REQUIRED ACTION:
Your task is to copy every line of the entries that holds the word "Pabuhari".

---- DATA PROVIDED

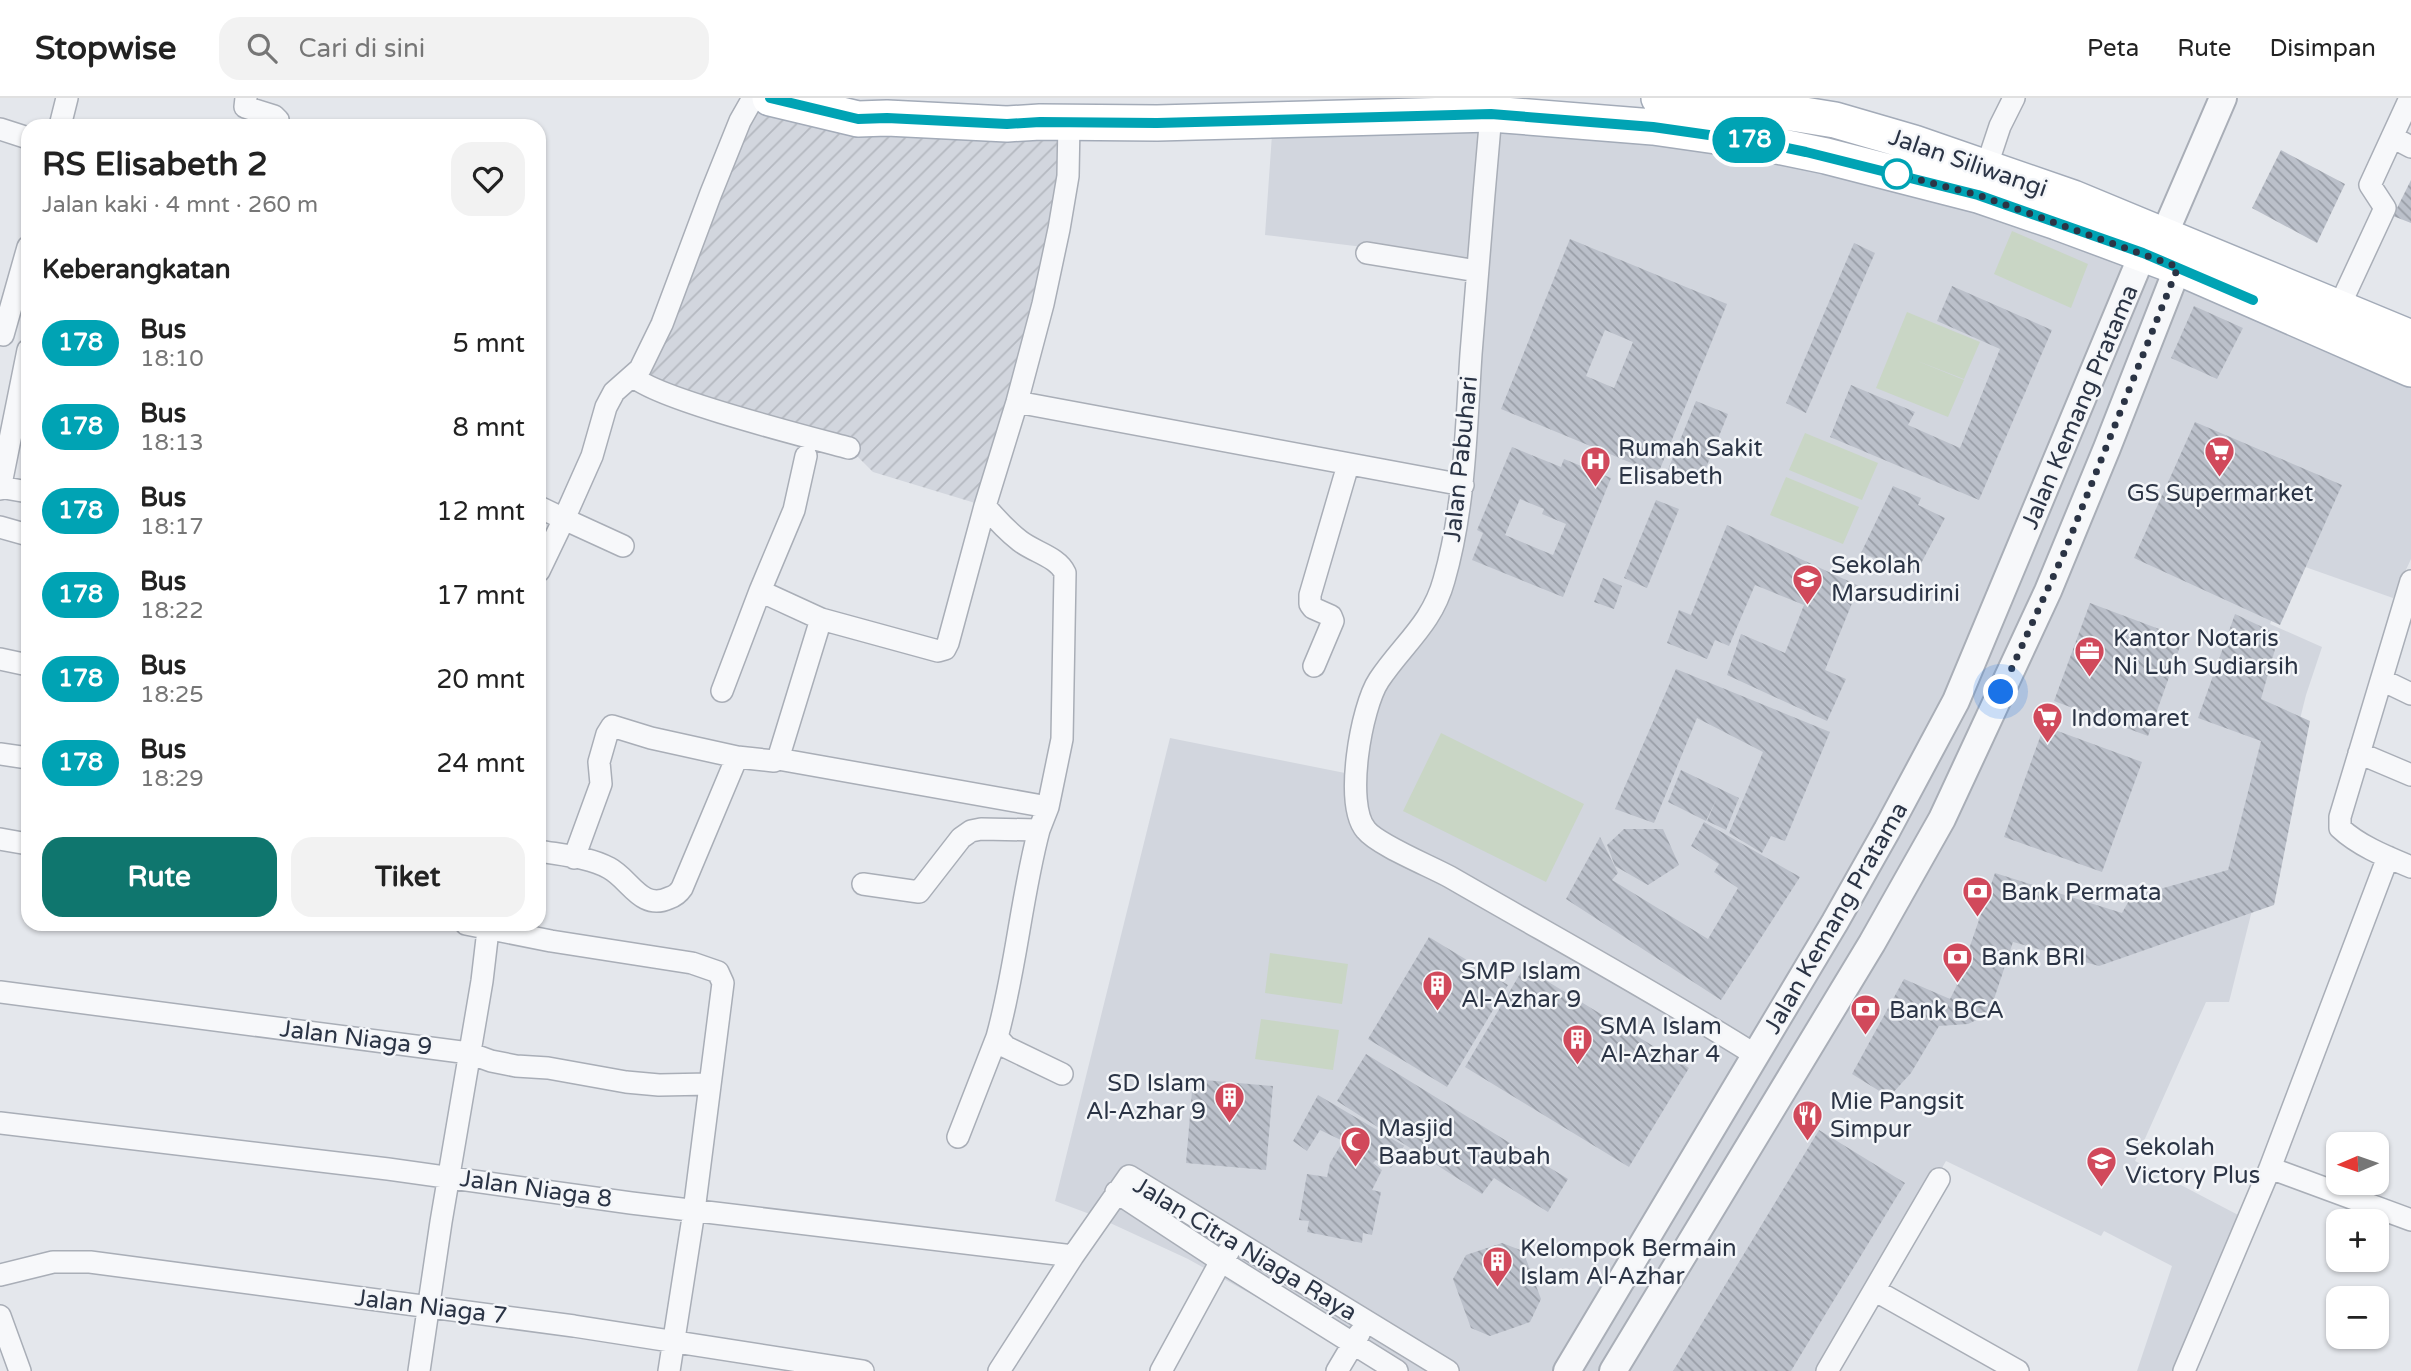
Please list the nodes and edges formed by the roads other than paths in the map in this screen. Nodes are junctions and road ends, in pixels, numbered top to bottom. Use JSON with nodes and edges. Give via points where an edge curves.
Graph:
{"nodes":[{"id":1,"x":67,"y":98,"type":"edge"},
{"id":2,"x":246,"y":98,"type":"edge"},
{"id":3,"x":752,"y":98,"type":"edge"},
{"id":4,"x":770,"y":98,"type":"edge"},
{"id":5,"x":1659,"y":98,"type":"edge"},
{"id":6,"x":2014,"y":98,"type":"edge"},
{"id":7,"x":2223,"y":98,"type":"edge"},
{"id":8,"x":2410,"y":98,"type":"edge"},
{"id":9,"x":1457,"y":106,"type":"edge"},
{"id":10,"x":1491,"y":114,"type":"junction"},
{"id":11,"x":1764,"y":116,"type":"edge"},
{"id":12,"x":62,"y":119,"type":"edge"},
{"id":13,"x":277,"y":119,"type":"edge"},
{"id":14,"x":1069,"y":122,"type":"junction"},
{"id":15,"x":0,"y":129,"type":"edge"},
{"id":16,"x":21,"y":136,"type":"edge"},
{"id":17,"x":2402,"y":142,"type":"edge"},
{"id":18,"x":1986,"y":168,"type":"junction"},
{"id":19,"x":2154,"y":244,"type":"junction"},
{"id":20,"x":1367,"y":253,"type":"dead end"},
{"id":21,"x":2178,"y":267,"type":"junction"},
{"id":22,"x":21,"y":270,"type":"edge"},
{"id":23,"x":1477,"y":271,"type":"junction"},
{"id":24,"x":2259,"y":288,"type":"junction"},
{"id":25,"x":2130,"y":289,"type":"junction"},
{"id":26,"x":2165,"y":302,"type":"junction"},
{"id":27,"x":2339,"y":307,"type":"junction"},
{"id":28,"x":1,"y":335,"type":"edge"},
{"id":29,"x":2411,"y":338,"type":"edge"},
{"id":30,"x":21,"y":339,"type":"edge"},
{"id":31,"x":2411,"y":369,"type":"edge"},
{"id":32,"x":634,"y":376,"type":"junction"},
{"id":33,"x":21,"y":384,"type":"edge"},
{"id":34,"x":1017,"y":402,"type":"junction"},
{"id":35,"x":2071,"y":431,"type":"junction"},
{"id":36,"x":849,"y":448,"type":"dead end"},
{"id":37,"x":2107,"y":448,"type":"junction"},
{"id":38,"x":806,"y":456,"type":"dead end"},
{"id":39,"x":1348,"y":465,"type":"junction"},
{"id":40,"x":1463,"y":485,"type":"junction"},
{"id":41,"x":0,"y":488,"type":"edge"},
{"id":42,"x":21,"y":491,"type":"edge"},
{"id":43,"x":985,"y":506,"type":"junction"},
{"id":44,"x":546,"y":510,"type":"edge"},
{"id":45,"x":565,"y":519,"type":"junction"},
{"id":46,"x":0,"y":527,"type":"edge"},
{"id":47,"x":21,"y":533,"type":"edge"},
{"id":48,"x":623,"y":546,"type":"dead end"},
{"id":49,"x":546,"y":557,"type":"edge"},
{"id":50,"x":2009,"y":575,"type":"junction"},
{"id":51,"x":2411,"y":581,"type":"edge"},
{"id":52,"x":760,"y":591,"type":"junction"},
{"id":53,"x":2048,"y":591,"type":"junction"},
{"id":54,"x":821,"y":619,"type":"junction"},
{"id":55,"x":0,"y":659,"type":"edge"},
{"id":56,"x":21,"y":664,"type":"edge"},
{"id":57,"x":1314,"y":666,"type":"dead end"},
{"id":58,"x":2382,"y":680,"type":"junction"},
{"id":59,"x":722,"y":691,"type":"dead end"},
{"id":60,"x":2411,"y":694,"type":"edge"},
{"id":61,"x":2359,"y":753,"type":"junction"},
{"id":62,"x":0,"y":754,"type":"edge"},
{"id":63,"x":21,"y":757,"type":"edge"},
{"id":64,"x":737,"y":757,"type":"junction"},
{"id":65,"x":778,"y":760,"type":"junction"},
{"id":66,"x":2411,"y":775,"type":"edge"},
{"id":67,"x":1048,"y":807,"type":"junction"},
{"id":68,"x":1039,"y":830,"type":"junction"},
{"id":69,"x":1887,"y":830,"type":"junction"},
{"id":70,"x":0,"y":839,"type":"edge"},
{"id":71,"x":21,"y":843,"type":"edge"},
{"id":72,"x":1926,"y":850,"type":"junction"},
{"id":73,"x":546,"y":852,"type":"edge"},
{"id":74,"x":574,"y":858,"type":"junction"},
{"id":75,"x":2388,"y":858,"type":"junction"},
{"id":76,"x":2411,"y":867,"type":"edge"},
{"id":77,"x":863,"y":884,"type":"dead end"},
{"id":78,"x":1835,"y":922,"type":"junction"},
{"id":79,"x":488,"y":931,"type":"edge"},
{"id":80,"x":494,"y":931,"type":"edge"},
{"id":81,"x":1871,"y":943,"type":"junction"},
{"id":82,"x":0,"y":992,"type":"edge"},
{"id":83,"x":997,"y":1037,"type":"junction"},
{"id":84,"x":469,"y":1053,"type":"junction"},
{"id":85,"x":1757,"y":1056,"type":"junction"},
{"id":86,"x":1062,"y":1074,"type":"dead end"},
{"id":87,"x":710,"y":1084,"type":"junction"},
{"id":88,"x":0,"y":1123,"type":"edge"},
{"id":89,"x":958,"y":1137,"type":"dead end"},
{"id":90,"x":2270,"y":1168,"type":"junction"},
{"id":91,"x":449,"y":1176,"type":"junction"},
{"id":92,"x":1939,"y":1179,"type":"dead end"},
{"id":93,"x":1116,"y":1192,"type":"junction"},
{"id":94,"x":694,"y":1211,"type":"junction"},
{"id":95,"x":2411,"y":1220,"type":"edge"},
{"id":96,"x":1237,"y":1241,"type":"junction"},
{"id":97,"x":1073,"y":1255,"type":"junction"},
{"id":98,"x":1221,"y":1262,"type":"junction"},
{"id":99,"x":0,"y":1275,"type":"edge"},
{"id":100,"x":1876,"y":1291,"type":"junction"},
{"id":101,"x":429,"y":1306,"type":"junction"},
{"id":102,"x":0,"y":1316,"type":"edge"},
{"id":103,"x":1366,"y":1321,"type":"junction"},
{"id":104,"x":674,"y":1342,"type":"junction"},
{"id":105,"x":1353,"y":1345,"type":"junction"},
{"id":106,"x":20,"y":1371,"type":"edge"},
{"id":107,"x":419,"y":1371,"type":"edge"},
{"id":108,"x":669,"y":1371,"type":"edge"},
{"id":109,"x":863,"y":1371,"type":"edge"},
{"id":110,"x":999,"y":1371,"type":"edge"},
{"id":111,"x":1161,"y":1371,"type":"edge"},
{"id":112,"x":1337,"y":1371,"type":"edge"},
{"id":113,"x":1397,"y":1371,"type":"edge"},
{"id":114,"x":1448,"y":1371,"type":"edge"},
{"id":115,"x":1567,"y":1371,"type":"edge"},
{"id":116,"x":1613,"y":1371,"type":"edge"},
{"id":117,"x":1827,"y":1371,"type":"edge"},
{"id":118,"x":2018,"y":1371,"type":"edge"},
{"id":119,"x":2184,"y":1371,"type":"edge"}],
"edges":[{"from":1,"to":12,"type":"street"},
{"from":2,"to":13,"type":"street","via":[[245,107]]},
{"from":3,"to":32,"type":"street","via":[[662,324]]},
{"from":4,"to":14,"type":"main road","name":"Jalan Siliwangi","via":[[858,119]]},
{"from":5,"to":11,"type":"main road","name":"Jalan Siliwangi"},
{"from":6,"to":18,"type":"street"},
{"from":7,"to":19,"type":"street","name":"Jalan Kemang Pratama"},
{"from":8,"to":17,"type":"street"},
{"from":9,"to":10,"type":"main road","name":"Jalan Siliwangi"},
{"from":9,"to":14,"type":"main road","name":"Jalan Siliwangi","via":[[1157,123]]},
{"from":10,"to":11,"type":"main road","name":"Jalan Siliwangi","via":[[1653,127]]},
{"from":10,"to":23,"type":"street","name":"Jalan Pabuhari"},
{"from":11,"to":18,"type":"main road","name":"Jalan Siliwangi","via":[[1835,120]]},
{"from":11,"to":19,"type":"main road","name":"Jalan Siliwangi","via":[[1826,156]]},
{"from":14,"to":34,"type":"street","via":[[1068,176],[1059,229]]},
{"from":15,"to":16,"type":"street"},
{"from":17,"to":27,"type":"street","via":[[2370,185],[2385,208]]},
{"from":18,"to":19,"type":"main road","name":"Jalan Siliwangi","via":[[2073,198]]},
{"from":19,"to":21,"type":"main road","name":"Jalan Siliwangi"},
{"from":19,"to":24,"type":"main road","name":"Jalan Siliwangi"},
{"from":19,"to":25,"type":"street","name":"Jalan Kemang Pratama"},
{"from":20,"to":23,"type":"street"},
{"from":21,"to":24,"type":"main road","name":"Jalan Siliwangi"},
{"from":21,"to":26,"type":"street","name":"Jalan Kemang Pratama"},
{"from":22,"to":28,"type":"street"},
{"from":23,"to":40,"type":"street","name":"Jalan Pabuhari"},
{"from":24,"to":27,"type":"main road"},
{"from":24,"to":31,"type":"main road"},
{"from":25,"to":26,"type":"street"},
{"from":25,"to":35,"type":"street","name":"Jalan Kemang Pratama"},
{"from":26,"to":37,"type":"street","name":"Jalan Kemang Pratama"},
{"from":27,"to":29,"type":"main road"},
{"from":28,"to":30,"type":"street"},
{"from":32,"to":36,"type":"street","via":[[649,387],[685,400]]},
{"from":32,"to":45,"type":"street","via":[[614,392]]},
{"from":33,"to":41,"type":"street"},
{"from":34,"to":39,"type":"street"},
{"from":34,"to":43,"type":"street"},
{"from":35,"to":37,"type":"street"},
{"from":35,"to":50,"type":"street","name":"Jalan Kemang Pratama"},
{"from":37,"to":53,"type":"street","name":"Jalan Kemang Pratama"},
{"from":38,"to":52,"type":"street","via":[[794,510]]},
{"from":39,"to":40,"type":"street"},
{"from":39,"to":57,"type":"street","via":[[1310,595],[1310,604],[1333,621]]},
{"from":40,"to":85,"type":"street","name":"Jalan Pabuhari","via":[[1433,611],[1377,683],[1361,731],[1355,783],[1357,813],[1364,828],[1373,838],[1430,866]]},
{"from":41,"to":42,"type":"street"},
{"from":43,"to":54,"type":"street","via":[[945,649],[938,651]]},
{"from":43,"to":67,"type":"street","via":[[1006,530],[1060,564],[1065,573],[1062,739]]},
{"from":44,"to":45,"type":"street"},
{"from":45,"to":48,"type":"street"},
{"from":45,"to":49,"type":"street"},
{"from":46,"to":47,"type":"street"},
{"from":50,"to":53,"type":"street"},
{"from":50,"to":69,"type":"street","name":"Jalan Kemang Pratama","via":[[1956,701]]},
{"from":51,"to":58,"type":"street"},
{"from":52,"to":54,"type":"street"},
{"from":52,"to":59,"type":"street"},
{"from":53,"to":72,"type":"street","name":"Jalan Kemang Pratama"},
{"from":54,"to":65,"type":"street"},
{"from":55,"to":56,"type":"street"},
{"from":58,"to":60,"type":"street"},
{"from":58,"to":61,"type":"street"},
{"from":61,"to":66,"type":"street"},
{"from":61,"to":75,"type":"street","via":[[2340,828]]},
{"from":62,"to":63,"type":"street"},
{"from":64,"to":65,"type":"street"},
{"from":64,"to":74,"type":"street","via":[[612,726],[599,762],[601,784]]},
{"from":64,"to":74,"type":"street","via":[[678,894],[664,901],[643,898],[610,868]]},
{"from":65,"to":67,"type":"street"},
{"from":67,"to":68,"type":"street"},
{"from":68,"to":77,"type":"street","via":[[971,831],[919,892]]},
{"from":68,"to":83,"type":"street"},
{"from":69,"to":72,"type":"street"},
{"from":69,"to":78,"type":"street","name":"Jalan Kemang Pratama"},
{"from":70,"to":71,"type":"street"},
{"from":72,"to":81,"type":"street","name":"Jalan Kemang Pratama"},
{"from":73,"to":74,"type":"street"},
{"from":75,"to":76,"type":"street"},
{"from":75,"to":90,"type":"street"},
{"from":78,"to":81,"type":"street"},
{"from":78,"to":85,"type":"street","name":"Jalan Kemang Pratama"},
{"from":79,"to":84,"type":"street"},
{"from":80,"to":87,"type":"street","via":[[699,964],[718,972],[723,983]]},
{"from":81,"to":116,"type":"street","name":"Jalan Kemang Pratama"},
{"from":82,"to":84,"type":"street","name":"Jalan Niaga 9"},
{"from":83,"to":86,"type":"street","via":[[1006,1047]]},
{"from":83,"to":89,"type":"street"},
{"from":84,"to":87,"type":"street","name":"Jalan Niaga 9","via":[[516,1066],[607,1080]]},
{"from":84,"to":91,"type":"street"},
{"from":85,"to":115,"type":"street","name":"Jalan Kemang Pratama"},
{"from":87,"to":94,"type":"street"},
{"from":88,"to":91,"type":"street","name":"Jalan Niaga 8"},
{"from":90,"to":95,"type":"street"},
{"from":90,"to":119,"type":"street"},
{"from":91,"to":94,"type":"street","name":"Jalan Niaga 8"},
{"from":91,"to":101,"type":"street"},
{"from":92,"to":100,"type":"street"},
{"from":93,"to":96,"type":"street","name":"Jalan Citra Niaga Raya","via":[[1130,1177]]},
{"from":93,"to":97,"type":"street"},
{"from":93,"to":98,"type":"street","name":"Jalan Citra Niaga Raya"},
{"from":94,"to":97,"type":"street","name":"Jalan Niaga 8"},
{"from":94,"to":104,"type":"street"},
{"from":96,"to":98,"type":"street"},
{"from":96,"to":103,"type":"street","name":"Jalan Citra Niaga Raya"},
{"from":97,"to":110,"type":"street"},
{"from":98,"to":105,"type":"street","name":"Jalan Citra Niaga Raya"},
{"from":98,"to":111,"type":"street"},
{"from":99,"to":101,"type":"street","name":"Jalan Niaga 7","via":[[53,1262],[90,1262]]},
{"from":100,"to":117,"type":"street"},
{"from":100,"to":118,"type":"street"},
{"from":101,"to":104,"type":"street","name":"Jalan Niaga 7"},
{"from":101,"to":107,"type":"street"},
{"from":102,"to":106,"type":"street"},
{"from":103,"to":105,"type":"street"},
{"from":103,"to":114,"type":"street","name":"Jalan Citra Niaga Raya"},
{"from":104,"to":108,"type":"street"},
{"from":104,"to":109,"type":"street","name":"Jalan Niaga 7"},
{"from":105,"to":112,"type":"street"},
{"from":105,"to":113,"type":"street","name":"Jalan Citra Niaga Raya"}]}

--------

THE COMPLETED TASK:
{"from":10,"to":23,"type":"street","name":"Jalan Pabuhari"},
{"from":23,"to":40,"type":"street","name":"Jalan Pabuhari"},
{"from":40,"to":85,"type":"street","name":"Jalan Pabuhari","via":[[1433,611],[1377,683],[1361,731],[1355,783],[1357,813],[1364,828],[1373,838],[1430,866]]},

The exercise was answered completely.